Our study provides insight into the advantages and disadvantages of arthroscopic versus open techniques but has not led to change in the treatment of subtalar OA in our practice. In our practice, the open technique is mostly performed, and arthroscopic fusion only when indicated based on scarring/soft tissue problems over the sinus tarsi, combined with posterior intervention, e.g., removal of a symptomatic os trigonum or posttraumatic ossicles. In our experience, the open technique provides a fast and safe approach to the subtalar joint. In addition to the longer operation time, a disadvantage of the posterior arthroscopic subtalar fusion technique is the prone position of the patient, which is time consuming and potentially problematic from an anesthesiologic point of view.

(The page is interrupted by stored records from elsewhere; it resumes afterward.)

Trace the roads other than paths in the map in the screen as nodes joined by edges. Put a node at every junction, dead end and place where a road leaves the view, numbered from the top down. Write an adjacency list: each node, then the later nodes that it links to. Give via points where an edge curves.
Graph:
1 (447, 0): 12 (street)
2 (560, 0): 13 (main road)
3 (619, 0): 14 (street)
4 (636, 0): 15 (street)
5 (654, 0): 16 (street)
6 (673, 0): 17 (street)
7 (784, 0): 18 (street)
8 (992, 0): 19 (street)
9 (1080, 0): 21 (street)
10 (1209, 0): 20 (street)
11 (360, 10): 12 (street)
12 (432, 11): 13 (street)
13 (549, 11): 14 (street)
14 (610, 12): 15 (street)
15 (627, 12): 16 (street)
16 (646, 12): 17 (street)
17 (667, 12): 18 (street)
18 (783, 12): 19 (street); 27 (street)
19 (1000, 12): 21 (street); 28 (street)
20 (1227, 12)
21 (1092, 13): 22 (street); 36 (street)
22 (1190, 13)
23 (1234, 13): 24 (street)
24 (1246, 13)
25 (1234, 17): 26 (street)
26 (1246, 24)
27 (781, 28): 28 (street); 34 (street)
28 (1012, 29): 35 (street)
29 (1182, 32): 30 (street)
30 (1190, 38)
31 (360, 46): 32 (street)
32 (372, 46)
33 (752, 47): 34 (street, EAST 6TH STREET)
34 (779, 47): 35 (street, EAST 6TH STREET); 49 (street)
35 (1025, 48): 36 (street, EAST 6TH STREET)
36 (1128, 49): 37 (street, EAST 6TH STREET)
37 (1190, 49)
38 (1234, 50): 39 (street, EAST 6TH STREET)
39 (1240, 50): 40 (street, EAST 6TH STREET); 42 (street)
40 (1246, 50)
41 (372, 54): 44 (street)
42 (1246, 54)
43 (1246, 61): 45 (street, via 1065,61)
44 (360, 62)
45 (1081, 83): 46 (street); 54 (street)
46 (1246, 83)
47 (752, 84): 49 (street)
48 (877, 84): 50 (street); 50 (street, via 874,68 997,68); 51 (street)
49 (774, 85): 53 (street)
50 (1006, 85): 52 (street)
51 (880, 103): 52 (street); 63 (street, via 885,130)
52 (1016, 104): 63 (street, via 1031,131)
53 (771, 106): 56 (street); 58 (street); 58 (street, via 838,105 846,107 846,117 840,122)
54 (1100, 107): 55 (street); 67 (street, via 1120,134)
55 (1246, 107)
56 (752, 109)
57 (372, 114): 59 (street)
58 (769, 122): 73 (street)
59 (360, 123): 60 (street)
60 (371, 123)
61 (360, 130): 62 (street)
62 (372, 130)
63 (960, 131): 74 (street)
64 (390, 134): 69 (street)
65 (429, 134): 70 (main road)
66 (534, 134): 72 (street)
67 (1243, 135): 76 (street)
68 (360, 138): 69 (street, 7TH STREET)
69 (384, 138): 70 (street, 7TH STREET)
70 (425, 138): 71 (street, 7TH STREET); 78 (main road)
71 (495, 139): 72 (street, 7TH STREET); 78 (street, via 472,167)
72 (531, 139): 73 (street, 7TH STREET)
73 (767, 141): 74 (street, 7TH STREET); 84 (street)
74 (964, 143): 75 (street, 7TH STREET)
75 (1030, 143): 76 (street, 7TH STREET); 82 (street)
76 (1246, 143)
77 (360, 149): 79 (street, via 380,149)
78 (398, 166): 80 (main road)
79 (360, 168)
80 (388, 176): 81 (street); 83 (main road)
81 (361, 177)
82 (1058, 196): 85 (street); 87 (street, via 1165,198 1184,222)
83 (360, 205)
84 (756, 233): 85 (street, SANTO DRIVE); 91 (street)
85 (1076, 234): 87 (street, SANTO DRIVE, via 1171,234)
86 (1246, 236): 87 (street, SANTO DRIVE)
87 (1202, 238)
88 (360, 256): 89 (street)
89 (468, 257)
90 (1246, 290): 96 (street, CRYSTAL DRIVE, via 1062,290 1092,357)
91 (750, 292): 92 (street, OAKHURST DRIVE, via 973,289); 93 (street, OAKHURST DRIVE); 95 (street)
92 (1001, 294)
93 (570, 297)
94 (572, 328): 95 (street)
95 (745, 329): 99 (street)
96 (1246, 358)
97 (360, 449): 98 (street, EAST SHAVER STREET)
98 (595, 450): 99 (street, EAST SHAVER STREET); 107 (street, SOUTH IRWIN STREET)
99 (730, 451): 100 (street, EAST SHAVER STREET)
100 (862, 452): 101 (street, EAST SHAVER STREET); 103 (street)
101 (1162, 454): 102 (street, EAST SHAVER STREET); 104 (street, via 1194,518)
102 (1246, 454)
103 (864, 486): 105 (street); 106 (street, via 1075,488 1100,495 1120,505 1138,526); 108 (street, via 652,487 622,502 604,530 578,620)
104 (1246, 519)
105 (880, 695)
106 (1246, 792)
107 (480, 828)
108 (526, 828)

This RCT was performed with 1 surgeon performing all arthroscopic and most open technique surgeries in 1 center, minimizing bias, providing a direct prospective comparison, and the focus was placed on a homogeneous group of patients suffering subtalar OA.
We had a prolonged inclusion period, which was caused by strict in- and exclusion criteria. Because of the strictly selected population, questions may arise regarding generalizability of the results. 30% difference in expected complications between the open and arthroscopic fusion group was probably overrated, which was estimated and used for the sample size calculation. A risk of increased type II error is therefore present. This study was registered before the start of the study in the public register of the national ethics committees rather than in a better known trial register. At the time of the start of the study, the policy of the department was different and pre-registration in another trial register was not an obligation, as it is nowadays. We are confident that the results of this study are not affected by this, as all staff involved in this study strictly adhered to the protocol and planned analyses, as uploaded in the public register before the start of the study.
We did not find any difference in early complications, late complications, and pain, function, or satisfaction scores. Advantage of arthroscopic subtalar fusion over open fusion could not be established in this study.